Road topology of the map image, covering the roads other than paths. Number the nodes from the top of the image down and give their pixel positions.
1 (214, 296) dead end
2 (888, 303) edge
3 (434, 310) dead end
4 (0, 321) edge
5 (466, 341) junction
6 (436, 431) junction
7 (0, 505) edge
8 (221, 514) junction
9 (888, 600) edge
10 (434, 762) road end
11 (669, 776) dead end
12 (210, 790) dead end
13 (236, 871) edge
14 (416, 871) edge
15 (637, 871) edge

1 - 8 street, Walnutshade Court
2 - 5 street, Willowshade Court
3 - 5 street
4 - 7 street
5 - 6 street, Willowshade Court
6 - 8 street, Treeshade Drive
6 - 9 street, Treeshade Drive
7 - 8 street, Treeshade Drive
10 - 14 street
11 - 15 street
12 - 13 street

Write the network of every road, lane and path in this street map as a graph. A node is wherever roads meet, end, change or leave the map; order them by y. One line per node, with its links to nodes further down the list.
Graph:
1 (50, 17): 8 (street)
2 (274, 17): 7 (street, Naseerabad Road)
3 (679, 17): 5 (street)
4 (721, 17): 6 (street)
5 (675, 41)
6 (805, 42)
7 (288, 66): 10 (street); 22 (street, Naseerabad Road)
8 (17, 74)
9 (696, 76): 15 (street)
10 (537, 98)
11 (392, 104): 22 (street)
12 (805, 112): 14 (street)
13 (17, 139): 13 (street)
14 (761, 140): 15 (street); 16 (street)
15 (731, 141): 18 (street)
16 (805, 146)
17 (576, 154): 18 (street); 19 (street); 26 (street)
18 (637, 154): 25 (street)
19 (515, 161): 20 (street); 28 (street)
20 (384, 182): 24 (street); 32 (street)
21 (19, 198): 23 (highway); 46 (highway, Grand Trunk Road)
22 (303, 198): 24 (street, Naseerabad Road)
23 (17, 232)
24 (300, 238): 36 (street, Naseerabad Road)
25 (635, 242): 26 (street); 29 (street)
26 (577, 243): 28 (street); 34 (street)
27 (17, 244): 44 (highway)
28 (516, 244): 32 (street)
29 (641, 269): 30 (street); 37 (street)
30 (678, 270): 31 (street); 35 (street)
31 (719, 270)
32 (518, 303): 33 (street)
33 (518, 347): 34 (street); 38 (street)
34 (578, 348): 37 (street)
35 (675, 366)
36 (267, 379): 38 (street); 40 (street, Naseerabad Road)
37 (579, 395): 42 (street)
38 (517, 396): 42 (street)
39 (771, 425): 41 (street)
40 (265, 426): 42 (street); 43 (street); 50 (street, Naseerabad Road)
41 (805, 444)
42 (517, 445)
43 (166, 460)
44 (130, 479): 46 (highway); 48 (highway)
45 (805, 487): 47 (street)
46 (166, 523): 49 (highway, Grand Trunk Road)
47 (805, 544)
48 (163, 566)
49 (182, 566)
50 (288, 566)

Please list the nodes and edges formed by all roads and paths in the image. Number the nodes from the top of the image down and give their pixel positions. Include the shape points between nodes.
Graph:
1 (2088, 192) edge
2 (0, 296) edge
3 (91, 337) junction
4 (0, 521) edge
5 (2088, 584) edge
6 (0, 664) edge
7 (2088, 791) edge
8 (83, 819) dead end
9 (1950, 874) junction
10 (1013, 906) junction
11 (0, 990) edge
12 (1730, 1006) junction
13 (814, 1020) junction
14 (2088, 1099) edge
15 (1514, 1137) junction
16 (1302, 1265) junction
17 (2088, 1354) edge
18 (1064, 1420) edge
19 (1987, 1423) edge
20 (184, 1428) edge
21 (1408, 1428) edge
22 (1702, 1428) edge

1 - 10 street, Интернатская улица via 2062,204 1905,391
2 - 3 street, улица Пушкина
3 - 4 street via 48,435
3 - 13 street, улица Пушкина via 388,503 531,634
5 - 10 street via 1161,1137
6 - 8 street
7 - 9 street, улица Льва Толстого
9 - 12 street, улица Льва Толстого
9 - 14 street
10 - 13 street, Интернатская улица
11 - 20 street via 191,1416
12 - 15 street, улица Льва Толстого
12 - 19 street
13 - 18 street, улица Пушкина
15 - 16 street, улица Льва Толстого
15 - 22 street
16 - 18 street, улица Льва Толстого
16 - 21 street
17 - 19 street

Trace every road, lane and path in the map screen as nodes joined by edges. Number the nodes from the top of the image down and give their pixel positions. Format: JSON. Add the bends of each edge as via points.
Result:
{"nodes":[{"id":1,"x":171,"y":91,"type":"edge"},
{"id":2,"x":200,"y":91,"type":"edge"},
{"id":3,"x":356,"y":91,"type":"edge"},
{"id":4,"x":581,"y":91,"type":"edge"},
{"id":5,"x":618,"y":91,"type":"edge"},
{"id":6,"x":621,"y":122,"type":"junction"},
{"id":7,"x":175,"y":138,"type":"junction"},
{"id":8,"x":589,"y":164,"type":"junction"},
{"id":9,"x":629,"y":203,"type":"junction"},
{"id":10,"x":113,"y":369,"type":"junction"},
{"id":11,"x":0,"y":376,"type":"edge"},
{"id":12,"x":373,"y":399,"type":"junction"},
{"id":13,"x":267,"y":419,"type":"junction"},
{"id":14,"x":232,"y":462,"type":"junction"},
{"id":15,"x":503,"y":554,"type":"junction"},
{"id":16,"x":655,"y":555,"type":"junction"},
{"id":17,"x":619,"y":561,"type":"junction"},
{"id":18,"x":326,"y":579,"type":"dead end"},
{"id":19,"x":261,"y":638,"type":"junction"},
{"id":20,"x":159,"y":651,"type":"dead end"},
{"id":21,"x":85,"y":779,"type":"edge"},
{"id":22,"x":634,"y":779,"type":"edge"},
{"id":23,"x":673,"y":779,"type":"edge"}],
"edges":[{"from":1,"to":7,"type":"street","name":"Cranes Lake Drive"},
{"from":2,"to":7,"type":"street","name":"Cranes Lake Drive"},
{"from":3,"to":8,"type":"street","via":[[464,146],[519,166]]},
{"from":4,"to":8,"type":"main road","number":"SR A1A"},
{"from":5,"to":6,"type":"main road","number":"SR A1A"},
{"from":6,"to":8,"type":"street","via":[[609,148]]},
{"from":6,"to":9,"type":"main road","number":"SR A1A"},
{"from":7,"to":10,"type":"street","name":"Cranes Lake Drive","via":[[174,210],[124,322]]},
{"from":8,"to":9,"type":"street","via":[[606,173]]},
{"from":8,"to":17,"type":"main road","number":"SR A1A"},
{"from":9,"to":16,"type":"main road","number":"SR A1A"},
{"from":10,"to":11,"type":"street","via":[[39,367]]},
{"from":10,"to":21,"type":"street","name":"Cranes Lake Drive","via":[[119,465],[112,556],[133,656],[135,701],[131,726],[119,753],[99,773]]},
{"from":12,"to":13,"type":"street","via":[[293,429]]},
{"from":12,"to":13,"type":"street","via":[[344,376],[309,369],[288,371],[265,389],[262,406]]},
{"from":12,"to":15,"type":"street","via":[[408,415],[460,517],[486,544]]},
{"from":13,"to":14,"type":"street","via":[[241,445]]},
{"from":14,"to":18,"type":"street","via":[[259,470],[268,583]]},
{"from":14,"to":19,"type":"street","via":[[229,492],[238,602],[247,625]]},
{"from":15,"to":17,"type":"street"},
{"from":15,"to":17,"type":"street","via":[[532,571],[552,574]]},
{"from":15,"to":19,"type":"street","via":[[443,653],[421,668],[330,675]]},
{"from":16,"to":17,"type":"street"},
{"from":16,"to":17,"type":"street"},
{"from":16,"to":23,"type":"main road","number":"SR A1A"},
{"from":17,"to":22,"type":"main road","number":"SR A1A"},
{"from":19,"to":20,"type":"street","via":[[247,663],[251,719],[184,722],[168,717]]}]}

—————

* How to complete this task *
All the records above need to be output exactly, with none omitted.

* Your response *
Road topology of the map image, covering the roads other than paths. Number the nodes from the top of the image down and give their pixel positions.
1 (214, 296) dead end
2 (888, 303) edge
3 (434, 310) dead end
4 (0, 321) edge
5 (466, 341) junction
6 (436, 431) junction
7 (0, 505) edge
8 (221, 514) junction
9 (888, 600) edge
10 (434, 762) road end
11 (669, 776) dead end
12 (210, 790) dead end
13 (236, 871) edge
14 (416, 871) edge
15 (637, 871) edge

1 - 8 street, Walnutshade Court
2 - 5 street, Willowshade Court
3 - 5 street
4 - 7 street
5 - 6 street, Willowshade Court
6 - 8 street, Treeshade Drive
6 - 9 street, Treeshade Drive
7 - 8 street, Treeshade Drive
10 - 14 street
11 - 15 street
12 - 13 street

Write the network of every road, lane and path in this street map as a graph. A node is wherever roads meet, end, change or leave the map; order them by y. One line per node, with its links to nodes further down the list.
Graph:
1 (50, 17): 8 (street)
2 (274, 17): 7 (street, Naseerabad Road)
3 (679, 17): 5 (street)
4 (721, 17): 6 (street)
5 (675, 41)
6 (805, 42)
7 (288, 66): 10 (street); 22 (street, Naseerabad Road)
8 (17, 74)
9 (696, 76): 15 (street)
10 (537, 98)
11 (392, 104): 22 (street)
12 (805, 112): 14 (street)
13 (17, 139): 13 (street)
14 (761, 140): 15 (street); 16 (street)
15 (731, 141): 18 (street)
16 (805, 146)
17 (576, 154): 18 (street); 19 (street); 26 (street)
18 (637, 154): 25 (street)
19 (515, 161): 20 (street); 28 (street)
20 (384, 182): 24 (street); 32 (street)
21 (19, 198): 23 (highway); 46 (highway, Grand Trunk Road)
22 (303, 198): 24 (street, Naseerabad Road)
23 (17, 232)
24 (300, 238): 36 (street, Naseerabad Road)
25 (635, 242): 26 (street); 29 (street)
26 (577, 243): 28 (street); 34 (street)
27 (17, 244): 44 (highway)
28 (516, 244): 32 (street)
29 (641, 269): 30 (street); 37 (street)
30 (678, 270): 31 (street); 35 (street)
31 (719, 270)
32 (518, 303): 33 (street)
33 (518, 347): 34 (street); 38 (street)
34 (578, 348): 37 (street)
35 (675, 366)
36 (267, 379): 38 (street); 40 (street, Naseerabad Road)
37 (579, 395): 42 (street)
38 (517, 396): 42 (street)
39 (771, 425): 41 (street)
40 (265, 426): 42 (street); 43 (street); 50 (street, Naseerabad Road)
41 (805, 444)
42 (517, 445)
43 (166, 460)
44 (130, 479): 46 (highway); 48 (highway)
45 (805, 487): 47 (street)
46 (166, 523): 49 (highway, Grand Trunk Road)
47 (805, 544)
48 (163, 566)
49 (182, 566)
50 (288, 566)

Please list the nodes and edges formed by all roads and paths in the image. Number the nodes from the top of the image down and give their pixel positions. Include the shape points between nodes.
Graph:
1 (2088, 192) edge
2 (0, 296) edge
3 (91, 337) junction
4 (0, 521) edge
5 (2088, 584) edge
6 (0, 664) edge
7 (2088, 791) edge
8 (83, 819) dead end
9 (1950, 874) junction
10 (1013, 906) junction
11 (0, 990) edge
12 (1730, 1006) junction
13 (814, 1020) junction
14 (2088, 1099) edge
15 (1514, 1137) junction
16 (1302, 1265) junction
17 (2088, 1354) edge
18 (1064, 1420) edge
19 (1987, 1423) edge
20 (184, 1428) edge
21 (1408, 1428) edge
22 (1702, 1428) edge

1 - 10 street, Интернатская улица via 2062,204 1905,391
2 - 3 street, улица Пушкина
3 - 4 street via 48,435
3 - 13 street, улица Пушкина via 388,503 531,634
5 - 10 street via 1161,1137
6 - 8 street
7 - 9 street, улица Льва Толстого
9 - 12 street, улица Льва Толстого
9 - 14 street
10 - 13 street, Интернатская улица
11 - 20 street via 191,1416
12 - 15 street, улица Льва Толстого
12 - 19 street
13 - 18 street, улица Пушкина
15 - 16 street, улица Льва Толстого
15 - 22 street
16 - 18 street, улица Льва Толстого
16 - 21 street
17 - 19 street

Trace every road, lane and path in the map screen as nodes joined by edges. Number the nodes from the top of the image down and give their pixel positions. Format: JSON. Add the bends of each edge as via points.
Result:
{"nodes":[{"id":1,"x":171,"y":91,"type":"edge"},
{"id":2,"x":200,"y":91,"type":"edge"},
{"id":3,"x":356,"y":91,"type":"edge"},
{"id":4,"x":581,"y":91,"type":"edge"},
{"id":5,"x":618,"y":91,"type":"edge"},
{"id":6,"x":621,"y":122,"type":"junction"},
{"id":7,"x":175,"y":138,"type":"junction"},
{"id":8,"x":589,"y":164,"type":"junction"},
{"id":9,"x":629,"y":203,"type":"junction"},
{"id":10,"x":113,"y":369,"type":"junction"},
{"id":11,"x":0,"y":376,"type":"edge"},
{"id":12,"x":373,"y":399,"type":"junction"},
{"id":13,"x":267,"y":419,"type":"junction"},
{"id":14,"x":232,"y":462,"type":"junction"},
{"id":15,"x":503,"y":554,"type":"junction"},
{"id":16,"x":655,"y":555,"type":"junction"},
{"id":17,"x":619,"y":561,"type":"junction"},
{"id":18,"x":326,"y":579,"type":"dead end"},
{"id":19,"x":261,"y":638,"type":"junction"},
{"id":20,"x":159,"y":651,"type":"dead end"},
{"id":21,"x":85,"y":779,"type":"edge"},
{"id":22,"x":634,"y":779,"type":"edge"},
{"id":23,"x":673,"y":779,"type":"edge"}],
"edges":[{"from":1,"to":7,"type":"street","name":"Cranes Lake Drive"},
{"from":2,"to":7,"type":"street","name":"Cranes Lake Drive"},
{"from":3,"to":8,"type":"street","via":[[464,146],[519,166]]},
{"from":4,"to":8,"type":"main road","number":"SR A1A"},
{"from":5,"to":6,"type":"main road","number":"SR A1A"},
{"from":6,"to":8,"type":"street","via":[[609,148]]},
{"from":6,"to":9,"type":"main road","number":"SR A1A"},
{"from":7,"to":10,"type":"street","name":"Cranes Lake Drive","via":[[174,210],[124,322]]},
{"from":8,"to":9,"type":"street","via":[[606,173]]},
{"from":8,"to":17,"type":"main road","number":"SR A1A"},
{"from":9,"to":16,"type":"main road","number":"SR A1A"},
{"from":10,"to":11,"type":"street","via":[[39,367]]},
{"from":10,"to":21,"type":"street","name":"Cranes Lake Drive","via":[[119,465],[112,556],[133,656],[135,701],[131,726],[119,753],[99,773]]},
{"from":12,"to":13,"type":"street","via":[[293,429]]},
{"from":12,"to":13,"type":"street","via":[[344,376],[309,369],[288,371],[265,389],[262,406]]},
{"from":12,"to":15,"type":"street","via":[[408,415],[460,517],[486,544]]},
{"from":13,"to":14,"type":"street","via":[[241,445]]},
{"from":14,"to":18,"type":"street","via":[[259,470],[268,583]]},
{"from":14,"to":19,"type":"street","via":[[229,492],[238,602],[247,625]]},
{"from":15,"to":17,"type":"street"},
{"from":15,"to":17,"type":"street","via":[[532,571],[552,574]]},
{"from":15,"to":19,"type":"street","via":[[443,653],[421,668],[330,675]]},
{"from":16,"to":17,"type":"street"},
{"from":16,"to":17,"type":"street"},
{"from":16,"to":23,"type":"main road","number":"SR A1A"},
{"from":17,"to":22,"type":"main road","number":"SR A1A"},
{"from":19,"to":20,"type":"street","via":[[247,663],[251,719],[184,722],[168,717]]}]}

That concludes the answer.